Invictus Games depends on dedicated volunteers

Can you imagine travelling halfway around the world to the Netherlands at your own expense to volunteer at an international event?

CAPTION: Invictus Games 2020 volunteer Sue Gibson Swalwell in the media tent at Invictus Games Park in The Hague, Netherlands. Story by Tina Langridge. Photo by Sergeant Oliver Carter.

Well, that’s exactly what Goulburn woman Sue Gibson Swalwell, 74, has done by attending the Invictus Games The Hague 2020. And if she gets her way, it won’t be the last time either.

As one of four Australians comprising a volunteer workforce of 1150 people from 30 different nations, Sue’s connection to the Games can be traced to her family’s strong military affiliation.

“My three nephews are in the Army and my cousin Arthur Murphy Francis, CSC, OAM, was Regimental Sergeant Major for Army, and my father, Reg Gibson, served with the RAAF in World War II,” said Sue.

   

“I have a lot of respect and admiration for the servicewomen and men who serve our country.

“Nothing compares to what these people have been through and they demonstrate the best of the human spirit – inspiration, hope, courage, determination, never giving up.

“This is an opportunity for me to give back to these wonderful people; people who have been wounded or become ill during their service. It’s the least I can do for those who have given so much,” she said.

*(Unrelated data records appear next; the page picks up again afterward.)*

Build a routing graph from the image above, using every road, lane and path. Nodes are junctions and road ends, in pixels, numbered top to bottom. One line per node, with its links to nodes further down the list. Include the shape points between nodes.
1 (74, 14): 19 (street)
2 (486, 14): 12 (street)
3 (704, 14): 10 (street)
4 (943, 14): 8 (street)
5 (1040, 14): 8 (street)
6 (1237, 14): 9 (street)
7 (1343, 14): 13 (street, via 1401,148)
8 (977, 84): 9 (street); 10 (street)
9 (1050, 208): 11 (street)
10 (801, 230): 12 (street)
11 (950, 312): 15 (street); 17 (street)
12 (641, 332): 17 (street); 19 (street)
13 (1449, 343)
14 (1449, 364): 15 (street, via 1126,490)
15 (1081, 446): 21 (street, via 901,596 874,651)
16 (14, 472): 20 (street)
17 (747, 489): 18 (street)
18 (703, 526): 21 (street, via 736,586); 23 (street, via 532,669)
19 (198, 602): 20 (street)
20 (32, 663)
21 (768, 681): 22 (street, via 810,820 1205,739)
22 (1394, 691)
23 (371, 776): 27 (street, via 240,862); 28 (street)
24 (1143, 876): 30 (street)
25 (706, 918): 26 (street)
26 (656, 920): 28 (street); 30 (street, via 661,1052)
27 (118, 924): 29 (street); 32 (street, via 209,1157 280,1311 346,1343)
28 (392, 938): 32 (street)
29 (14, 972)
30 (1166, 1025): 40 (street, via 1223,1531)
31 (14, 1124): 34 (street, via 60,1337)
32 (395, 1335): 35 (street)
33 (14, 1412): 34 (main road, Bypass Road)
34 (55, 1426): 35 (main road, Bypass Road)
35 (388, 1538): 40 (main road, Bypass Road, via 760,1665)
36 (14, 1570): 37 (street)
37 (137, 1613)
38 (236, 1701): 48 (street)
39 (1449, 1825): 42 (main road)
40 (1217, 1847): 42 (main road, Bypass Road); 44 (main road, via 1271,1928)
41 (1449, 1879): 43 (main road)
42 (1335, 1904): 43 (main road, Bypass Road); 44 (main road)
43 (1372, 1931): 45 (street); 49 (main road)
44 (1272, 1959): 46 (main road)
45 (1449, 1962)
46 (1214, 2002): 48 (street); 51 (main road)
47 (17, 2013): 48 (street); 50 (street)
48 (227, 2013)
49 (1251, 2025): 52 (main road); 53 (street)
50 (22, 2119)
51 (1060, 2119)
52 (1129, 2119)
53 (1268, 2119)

Indeed, while acts of service are very much a part of Sue’s DNA, it is the grace and humbleness she shows as she shares her own personal story that leaves a mark on you.

“I get so much from volunteer work, but this, this is something special,” explained Sue, who not only volunteered at Invictus Games Sydney 2018 and the Sydney 2000 Olympics Games, but also worked as a volunteer with the NSW Police Crime Prevention Unit for 26 years.

“We all have our struggles, but being here and seeing these competitors gives me the courage to keep going.

“My daughter has cancer. When I ring her, I tell her about the people I’ve met here and the stories I’ve heard about how they’ve overcome their struggles.

“I feel like they’re giving me courage, faith and hope to continue, and my daughter tells me she feels that way too. This is the impact these very special people are having on the lives of others,” she said.

Yet let’s also talk about the legacy that Sue, who is known throughout Zuiderpark (Invictus Games Park) as ‘Skippy’ or ‘Nanna Sue’ leaves on those she meets.

Aside from cheerful exchanges, Sue has also given away over 2000 Australiana pins, ensuring mementos from the land down under are destined to make their way across the globe.

Before she returns home from Europe, the very proud Australian will attend the Dawn Service at Ypres, Belgium, on Anzac Day and lay a wreath at the Menin Gate Memorial to the Missing – not only in honour of her cousin, her father and Australians who have served their country, but in remembrance of people from all nations who have made the ultimate sacrifice.

This is especially poignant in light of the Ukrainian presence at this year’s Invictus Games.

“Having Ukraine here this year has been very special. I’ve had the opportunity to talk to a few of the competitors and it’s made what is happening in their country feel so much more real,” she said.

So what lies ahead for Sue?

If she has any say in the matter, she will be flying back to the continent next year to volunteer at the next Invictus Games being held in Dusseldorf in 2023.

“I’ve already been talking to them (the organisers) about Dusseldorf,” laughed Sue.

“I’d like to continue doing this as long as I can. I’m an Aussie: that’s what we do – help each other.